4. Palisades Amusement Park used to have the world’s largest saltwater pool
Palisades Amusement Park, located atop the New Jersey Palisades, was a 38-acre amusement park split between Fort Lee and Cliffside Park, New Jersey. Opened in 1898, the park was originally conceived as a trolley park, a picnic area at the end of streetcar lines that had many of the same amenities as amusement parks but on a smaller scale. After the trolley company in Fort Lee sold the park, the new owner brought in a Ferris wheel and an attraction called a diving horse. It was bought in 1910 by Nicholas and Joseph Schenck, who were film executives during Fort Lee’s film boom and owned Fort George Amusement Park in New York City. Under the Schencks’s ownership, a saltwater swimming pool measuring 400 by 600 feet was constructed at the park. It also functioned as an early wave pool, attracting so many residents that the nearby borough of Palisades Park considered changing its name. The pool was the largest saltwater swimming pool in the country (and likely the world) at the time.

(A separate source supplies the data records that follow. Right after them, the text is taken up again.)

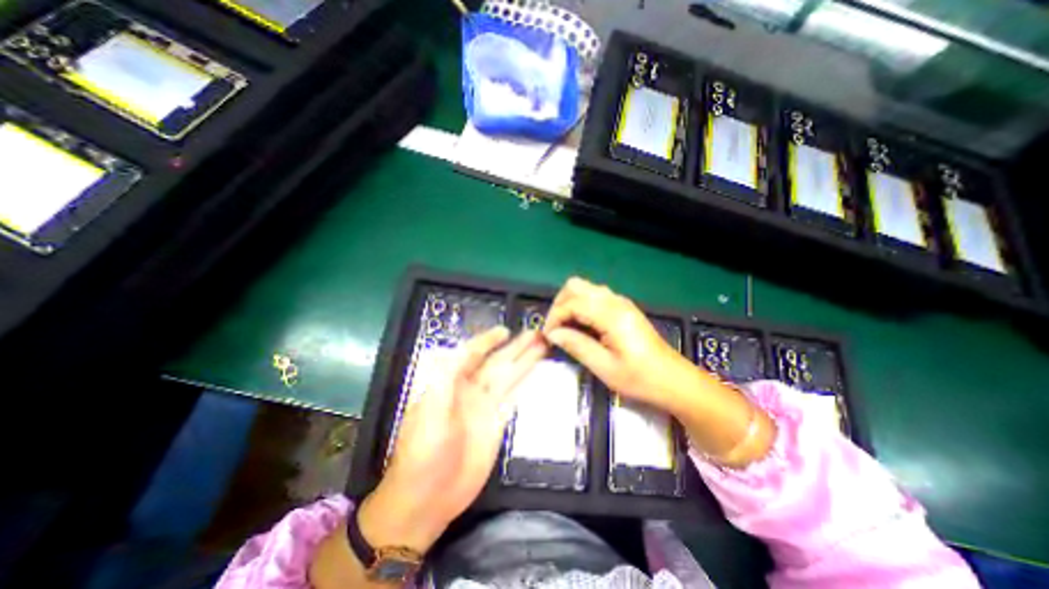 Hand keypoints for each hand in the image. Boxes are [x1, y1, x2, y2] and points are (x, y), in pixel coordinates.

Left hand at [359, 327, 545, 551]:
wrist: (427, 498)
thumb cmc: (423, 452)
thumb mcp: (430, 410)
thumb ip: (446, 376)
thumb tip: (465, 348)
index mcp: (451, 382)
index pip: (473, 353)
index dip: (488, 341)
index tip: (506, 331)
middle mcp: (470, 390)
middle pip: (497, 362)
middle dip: (516, 347)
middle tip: (536, 332)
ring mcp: (485, 406)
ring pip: (509, 376)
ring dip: (525, 361)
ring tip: (542, 346)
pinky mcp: (497, 423)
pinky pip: (513, 397)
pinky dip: (524, 384)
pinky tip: (534, 373)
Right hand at [545, 278, 694, 411]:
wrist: (674, 380)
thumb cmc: (640, 378)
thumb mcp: (605, 368)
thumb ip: (576, 346)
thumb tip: (552, 334)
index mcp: (612, 315)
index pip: (572, 303)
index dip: (554, 317)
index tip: (547, 336)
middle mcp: (615, 301)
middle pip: (576, 286)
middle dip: (559, 304)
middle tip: (554, 329)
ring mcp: (620, 302)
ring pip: (585, 289)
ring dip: (569, 303)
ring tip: (564, 328)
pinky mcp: (623, 308)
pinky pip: (594, 297)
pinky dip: (580, 306)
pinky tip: (580, 326) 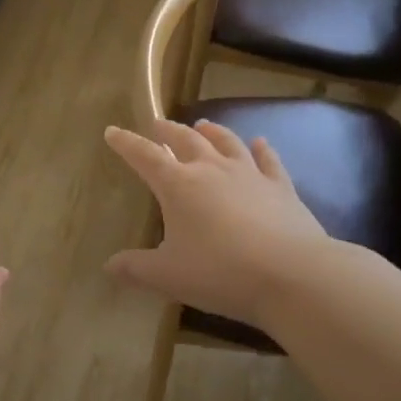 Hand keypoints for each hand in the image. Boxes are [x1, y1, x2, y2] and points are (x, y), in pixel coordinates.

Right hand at [104, 120, 333, 330]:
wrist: (292, 274)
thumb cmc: (220, 272)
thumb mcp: (168, 276)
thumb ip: (136, 269)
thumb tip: (108, 266)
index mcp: (178, 185)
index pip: (144, 156)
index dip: (126, 143)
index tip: (112, 132)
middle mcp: (211, 169)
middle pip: (186, 140)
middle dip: (168, 131)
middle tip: (158, 125)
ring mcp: (249, 175)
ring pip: (226, 142)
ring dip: (212, 131)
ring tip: (203, 124)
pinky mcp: (281, 187)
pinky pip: (269, 160)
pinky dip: (262, 149)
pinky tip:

The park, though, carried out several instances of segregation, including banning the Palisades Pool to those who were not white and ejecting those who refused to follow park protocol, which was in violation of New Jersey law. Some of these instances damaged the park’s reputation, though its real decline occurred in the late 1960s. Parking was a major issue, and Jack Rosenthal’s death made it unclear who would take over. The park’s popularity partly damaged the charm of Fort Lee according to residents, who complained of traffic congestion and trash. There were also quite a few instances of people being injured or killed at the park, and on September 12, 1971, the park shut its doors for the last time. Many of the park’s buildings were immediately destroyed, many rides were sold to other parks, and the swimming pool was used for a short time before being vandalized. Four high-rise luxury apartment buildings have been built on the former amusement park.